• _Brief_: Whichever lines of the material contain "numbered", copy each of them.

• _Material for the task_:
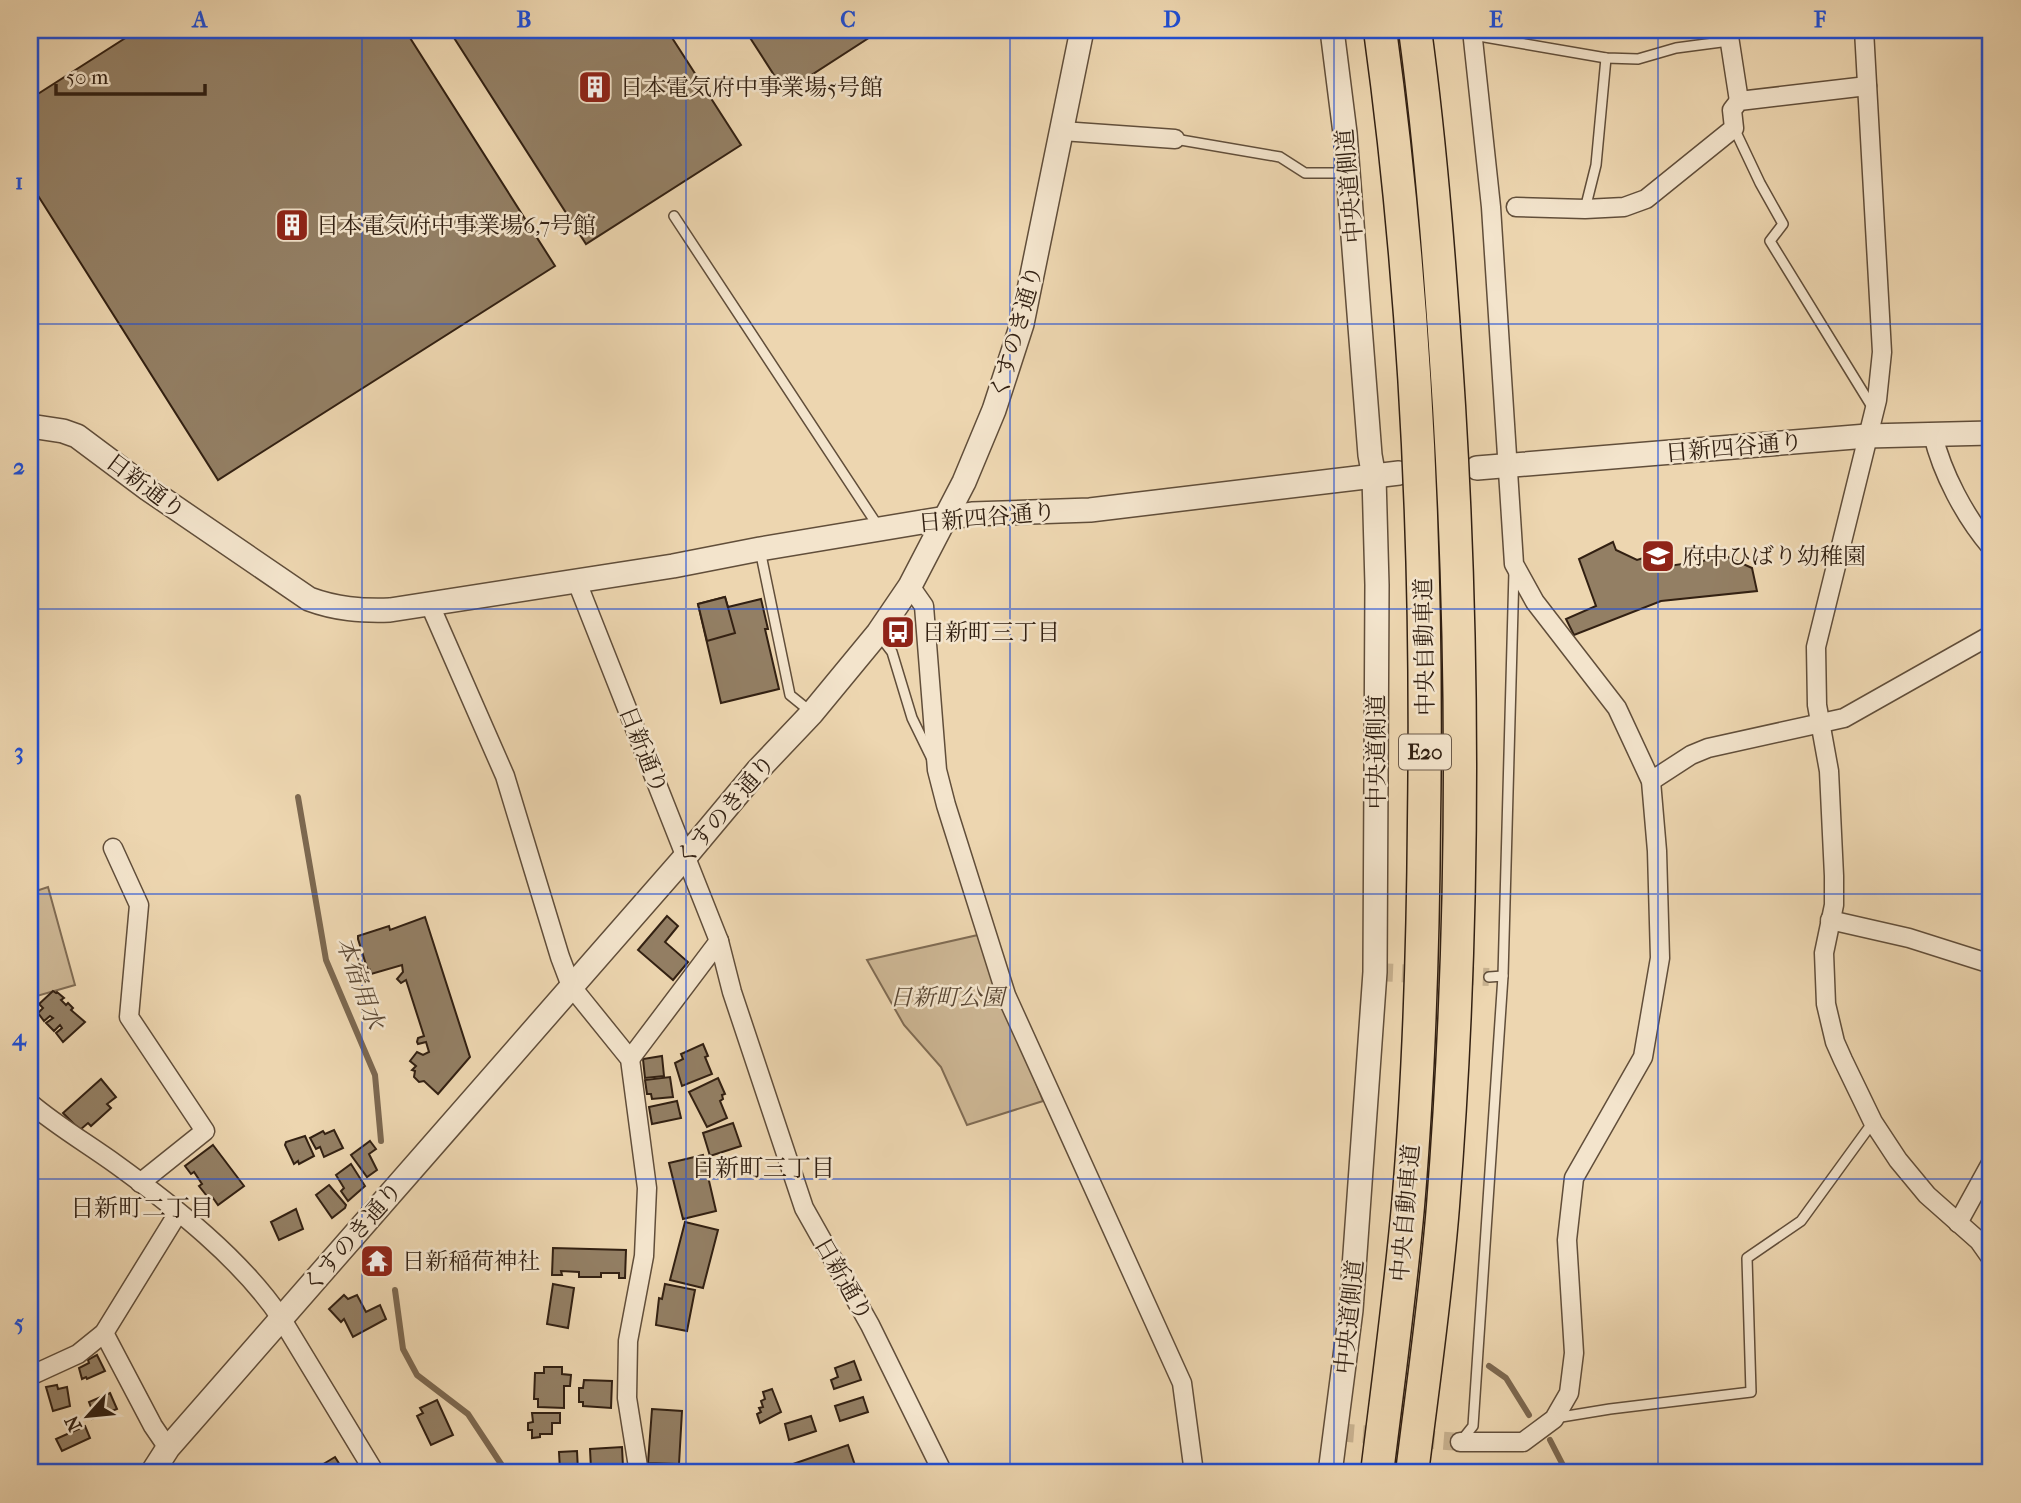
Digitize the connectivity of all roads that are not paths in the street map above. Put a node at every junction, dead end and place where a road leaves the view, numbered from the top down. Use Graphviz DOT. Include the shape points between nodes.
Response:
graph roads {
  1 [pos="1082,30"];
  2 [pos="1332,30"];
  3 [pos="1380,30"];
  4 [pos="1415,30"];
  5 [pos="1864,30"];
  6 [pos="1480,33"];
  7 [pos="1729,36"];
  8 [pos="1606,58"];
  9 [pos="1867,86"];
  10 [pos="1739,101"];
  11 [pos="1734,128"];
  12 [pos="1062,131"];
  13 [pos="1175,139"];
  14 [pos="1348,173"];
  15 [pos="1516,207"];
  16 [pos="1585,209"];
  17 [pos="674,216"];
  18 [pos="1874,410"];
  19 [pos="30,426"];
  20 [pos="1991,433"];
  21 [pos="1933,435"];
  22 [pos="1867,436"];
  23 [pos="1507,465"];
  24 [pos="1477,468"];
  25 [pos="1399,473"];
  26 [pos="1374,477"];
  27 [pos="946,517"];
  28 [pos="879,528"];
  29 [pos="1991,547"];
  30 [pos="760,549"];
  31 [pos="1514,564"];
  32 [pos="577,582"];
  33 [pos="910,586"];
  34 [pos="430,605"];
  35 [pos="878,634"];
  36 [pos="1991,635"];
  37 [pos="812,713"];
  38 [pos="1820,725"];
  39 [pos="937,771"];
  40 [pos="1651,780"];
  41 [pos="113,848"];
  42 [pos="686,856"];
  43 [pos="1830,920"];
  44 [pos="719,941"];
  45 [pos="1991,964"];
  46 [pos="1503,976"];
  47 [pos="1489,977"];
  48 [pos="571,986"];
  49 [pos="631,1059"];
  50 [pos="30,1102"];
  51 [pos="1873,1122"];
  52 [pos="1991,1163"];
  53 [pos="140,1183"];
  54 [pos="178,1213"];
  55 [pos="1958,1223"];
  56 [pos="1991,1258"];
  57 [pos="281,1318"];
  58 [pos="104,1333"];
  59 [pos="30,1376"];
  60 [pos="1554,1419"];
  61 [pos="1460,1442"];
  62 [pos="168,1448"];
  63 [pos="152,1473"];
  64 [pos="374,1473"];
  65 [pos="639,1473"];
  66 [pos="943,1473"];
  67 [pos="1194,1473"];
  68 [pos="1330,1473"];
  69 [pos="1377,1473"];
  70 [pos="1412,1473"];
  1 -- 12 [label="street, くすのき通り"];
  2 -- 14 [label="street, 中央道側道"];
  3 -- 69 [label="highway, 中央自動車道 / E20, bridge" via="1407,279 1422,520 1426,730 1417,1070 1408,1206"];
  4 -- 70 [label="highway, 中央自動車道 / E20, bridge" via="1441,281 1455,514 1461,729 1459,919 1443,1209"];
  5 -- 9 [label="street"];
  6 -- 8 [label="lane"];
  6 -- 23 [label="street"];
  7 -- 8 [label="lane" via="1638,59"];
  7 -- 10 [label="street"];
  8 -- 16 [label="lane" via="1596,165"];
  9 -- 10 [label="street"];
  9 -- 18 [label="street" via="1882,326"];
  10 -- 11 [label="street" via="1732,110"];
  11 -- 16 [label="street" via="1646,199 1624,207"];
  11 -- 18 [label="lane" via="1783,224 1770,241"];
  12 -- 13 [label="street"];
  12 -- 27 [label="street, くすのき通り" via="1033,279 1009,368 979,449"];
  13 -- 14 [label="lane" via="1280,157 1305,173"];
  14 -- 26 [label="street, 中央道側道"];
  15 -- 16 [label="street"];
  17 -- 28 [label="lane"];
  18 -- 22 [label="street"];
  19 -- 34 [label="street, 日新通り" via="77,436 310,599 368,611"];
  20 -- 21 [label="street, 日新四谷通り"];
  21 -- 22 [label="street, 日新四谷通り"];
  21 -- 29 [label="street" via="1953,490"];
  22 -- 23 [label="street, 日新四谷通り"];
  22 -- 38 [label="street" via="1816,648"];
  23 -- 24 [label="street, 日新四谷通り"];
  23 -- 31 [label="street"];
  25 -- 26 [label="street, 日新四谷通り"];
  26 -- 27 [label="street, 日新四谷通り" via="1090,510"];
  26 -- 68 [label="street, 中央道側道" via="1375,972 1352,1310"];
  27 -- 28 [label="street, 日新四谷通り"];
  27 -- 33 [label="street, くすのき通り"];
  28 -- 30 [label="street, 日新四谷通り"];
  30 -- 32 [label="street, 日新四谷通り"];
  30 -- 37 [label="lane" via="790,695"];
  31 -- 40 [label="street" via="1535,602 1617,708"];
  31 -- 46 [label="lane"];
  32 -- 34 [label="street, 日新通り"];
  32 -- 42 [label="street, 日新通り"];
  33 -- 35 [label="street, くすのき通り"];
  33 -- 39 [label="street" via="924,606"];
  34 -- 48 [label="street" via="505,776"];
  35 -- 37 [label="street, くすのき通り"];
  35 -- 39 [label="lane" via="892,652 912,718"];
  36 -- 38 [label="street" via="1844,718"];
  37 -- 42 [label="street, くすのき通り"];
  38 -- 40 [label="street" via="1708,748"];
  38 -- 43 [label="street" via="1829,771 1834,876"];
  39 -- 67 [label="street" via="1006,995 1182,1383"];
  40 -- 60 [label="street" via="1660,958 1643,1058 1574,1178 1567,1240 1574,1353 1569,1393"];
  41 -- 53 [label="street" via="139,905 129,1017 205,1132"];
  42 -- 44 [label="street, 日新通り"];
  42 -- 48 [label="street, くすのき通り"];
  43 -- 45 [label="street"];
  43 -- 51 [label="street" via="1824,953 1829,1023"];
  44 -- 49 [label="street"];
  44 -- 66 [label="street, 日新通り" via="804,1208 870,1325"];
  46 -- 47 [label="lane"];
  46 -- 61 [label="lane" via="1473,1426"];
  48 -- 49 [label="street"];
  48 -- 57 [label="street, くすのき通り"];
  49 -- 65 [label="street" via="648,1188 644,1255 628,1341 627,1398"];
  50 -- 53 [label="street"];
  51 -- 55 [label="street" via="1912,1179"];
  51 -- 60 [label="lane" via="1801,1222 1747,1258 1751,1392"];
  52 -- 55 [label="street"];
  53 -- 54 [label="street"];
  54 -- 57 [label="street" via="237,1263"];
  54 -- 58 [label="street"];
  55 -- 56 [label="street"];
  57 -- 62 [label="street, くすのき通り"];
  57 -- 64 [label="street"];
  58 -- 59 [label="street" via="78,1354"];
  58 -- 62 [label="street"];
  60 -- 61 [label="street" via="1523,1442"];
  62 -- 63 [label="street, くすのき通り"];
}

* * *

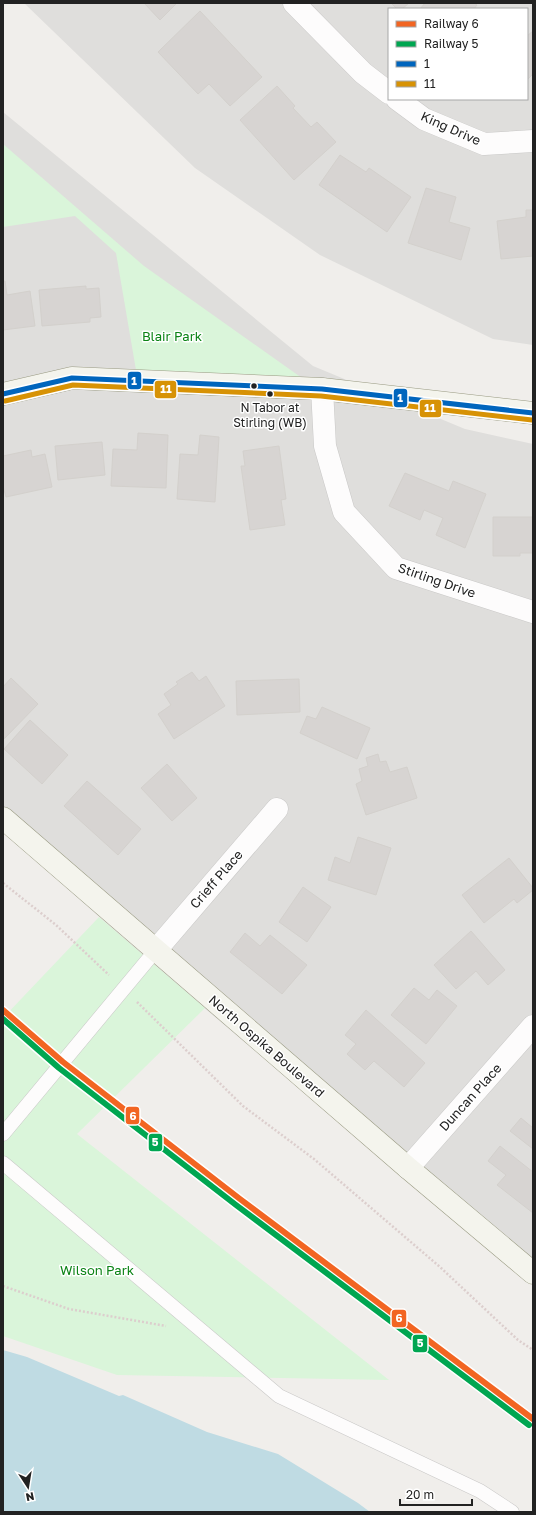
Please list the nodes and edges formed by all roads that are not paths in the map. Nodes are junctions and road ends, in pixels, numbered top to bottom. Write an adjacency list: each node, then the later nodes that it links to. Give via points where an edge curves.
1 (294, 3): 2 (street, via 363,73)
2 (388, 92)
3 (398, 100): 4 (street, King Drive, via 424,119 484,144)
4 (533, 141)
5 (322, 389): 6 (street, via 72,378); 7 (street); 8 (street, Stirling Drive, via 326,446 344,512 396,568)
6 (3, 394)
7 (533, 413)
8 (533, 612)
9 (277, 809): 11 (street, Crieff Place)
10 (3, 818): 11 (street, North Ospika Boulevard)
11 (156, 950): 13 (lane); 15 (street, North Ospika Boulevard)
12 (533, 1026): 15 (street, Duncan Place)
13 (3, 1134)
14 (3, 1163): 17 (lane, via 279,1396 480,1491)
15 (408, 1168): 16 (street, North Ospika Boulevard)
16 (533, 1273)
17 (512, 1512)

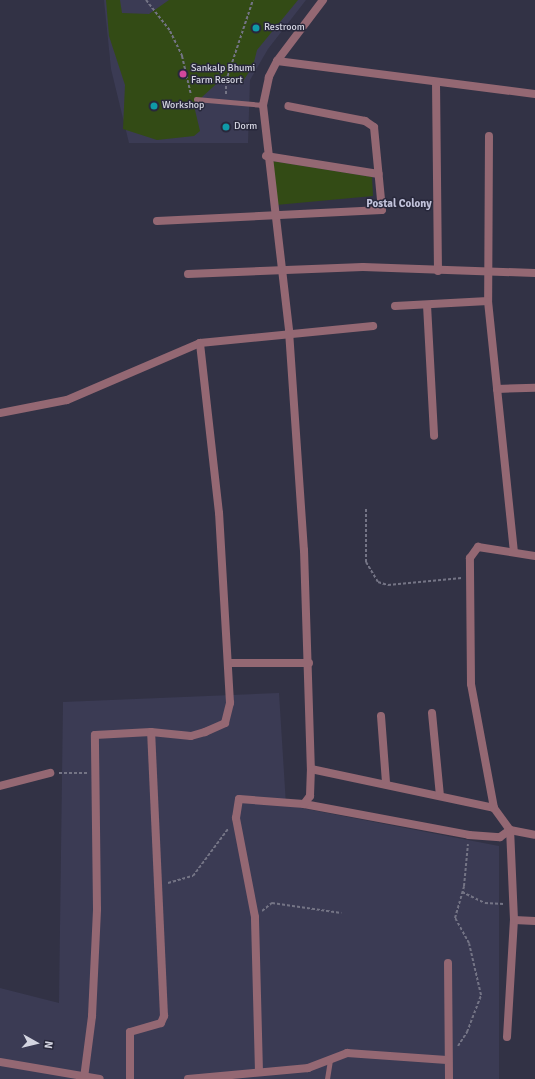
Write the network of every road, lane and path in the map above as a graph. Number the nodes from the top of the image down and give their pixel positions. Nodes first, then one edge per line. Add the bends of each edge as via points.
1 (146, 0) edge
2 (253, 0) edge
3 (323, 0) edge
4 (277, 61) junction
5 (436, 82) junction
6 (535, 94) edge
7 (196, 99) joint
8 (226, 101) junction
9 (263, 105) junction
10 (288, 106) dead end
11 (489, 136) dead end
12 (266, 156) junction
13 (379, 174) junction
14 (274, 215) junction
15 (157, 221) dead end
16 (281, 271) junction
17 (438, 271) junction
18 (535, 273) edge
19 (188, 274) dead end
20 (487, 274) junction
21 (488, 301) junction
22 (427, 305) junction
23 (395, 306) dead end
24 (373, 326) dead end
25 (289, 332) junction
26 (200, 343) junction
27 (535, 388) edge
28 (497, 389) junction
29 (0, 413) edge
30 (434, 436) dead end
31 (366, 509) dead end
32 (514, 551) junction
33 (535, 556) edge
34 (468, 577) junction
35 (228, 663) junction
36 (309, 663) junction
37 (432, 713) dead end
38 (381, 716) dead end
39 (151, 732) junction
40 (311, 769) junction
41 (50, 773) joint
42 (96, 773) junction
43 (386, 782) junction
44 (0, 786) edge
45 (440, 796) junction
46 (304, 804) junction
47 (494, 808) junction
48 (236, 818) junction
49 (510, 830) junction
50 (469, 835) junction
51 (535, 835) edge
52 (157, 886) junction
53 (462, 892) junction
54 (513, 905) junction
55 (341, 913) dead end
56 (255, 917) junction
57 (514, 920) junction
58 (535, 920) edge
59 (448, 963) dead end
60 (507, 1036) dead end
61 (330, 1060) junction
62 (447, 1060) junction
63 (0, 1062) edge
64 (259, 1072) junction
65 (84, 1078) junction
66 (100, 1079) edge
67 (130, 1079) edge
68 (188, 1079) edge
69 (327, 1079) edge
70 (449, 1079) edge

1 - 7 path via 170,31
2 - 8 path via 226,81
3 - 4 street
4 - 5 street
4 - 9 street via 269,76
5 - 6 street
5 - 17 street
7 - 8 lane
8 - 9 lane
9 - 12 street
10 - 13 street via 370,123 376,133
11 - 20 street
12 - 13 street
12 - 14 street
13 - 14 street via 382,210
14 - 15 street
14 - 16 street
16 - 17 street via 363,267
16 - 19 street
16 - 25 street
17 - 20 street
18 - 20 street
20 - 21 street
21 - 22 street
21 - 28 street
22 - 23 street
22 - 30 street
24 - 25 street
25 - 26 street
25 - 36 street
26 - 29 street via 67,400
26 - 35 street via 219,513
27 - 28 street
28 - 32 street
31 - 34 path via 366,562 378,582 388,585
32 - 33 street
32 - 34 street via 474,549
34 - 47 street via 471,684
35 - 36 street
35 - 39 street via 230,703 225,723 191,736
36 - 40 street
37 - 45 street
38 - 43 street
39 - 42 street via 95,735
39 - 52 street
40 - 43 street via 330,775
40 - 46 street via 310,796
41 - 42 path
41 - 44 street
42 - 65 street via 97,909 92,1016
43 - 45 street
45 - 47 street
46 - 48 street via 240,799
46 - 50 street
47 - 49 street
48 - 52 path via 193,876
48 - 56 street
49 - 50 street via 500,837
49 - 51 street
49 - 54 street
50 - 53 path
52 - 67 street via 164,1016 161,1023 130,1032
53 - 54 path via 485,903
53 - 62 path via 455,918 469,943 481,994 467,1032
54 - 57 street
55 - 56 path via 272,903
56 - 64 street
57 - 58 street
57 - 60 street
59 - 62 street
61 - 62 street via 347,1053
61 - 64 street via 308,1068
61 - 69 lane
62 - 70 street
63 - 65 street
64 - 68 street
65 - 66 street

• _Solution for this problem_:
Digitize the connectivity of all roads that are not paths in the street map above. Put a node at every junction, dead end and place where a road leaves the view, numbered from the top down. Use Graphviz DOT. Include the shape points between nodes.
Please list the nodes and edges formed by all roads that are not paths in the map. Nodes are junctions and road ends, in pixels, numbered top to bottom. Write an adjacency list: each node, then the later nodes that it links to. Give via points where an edge curves.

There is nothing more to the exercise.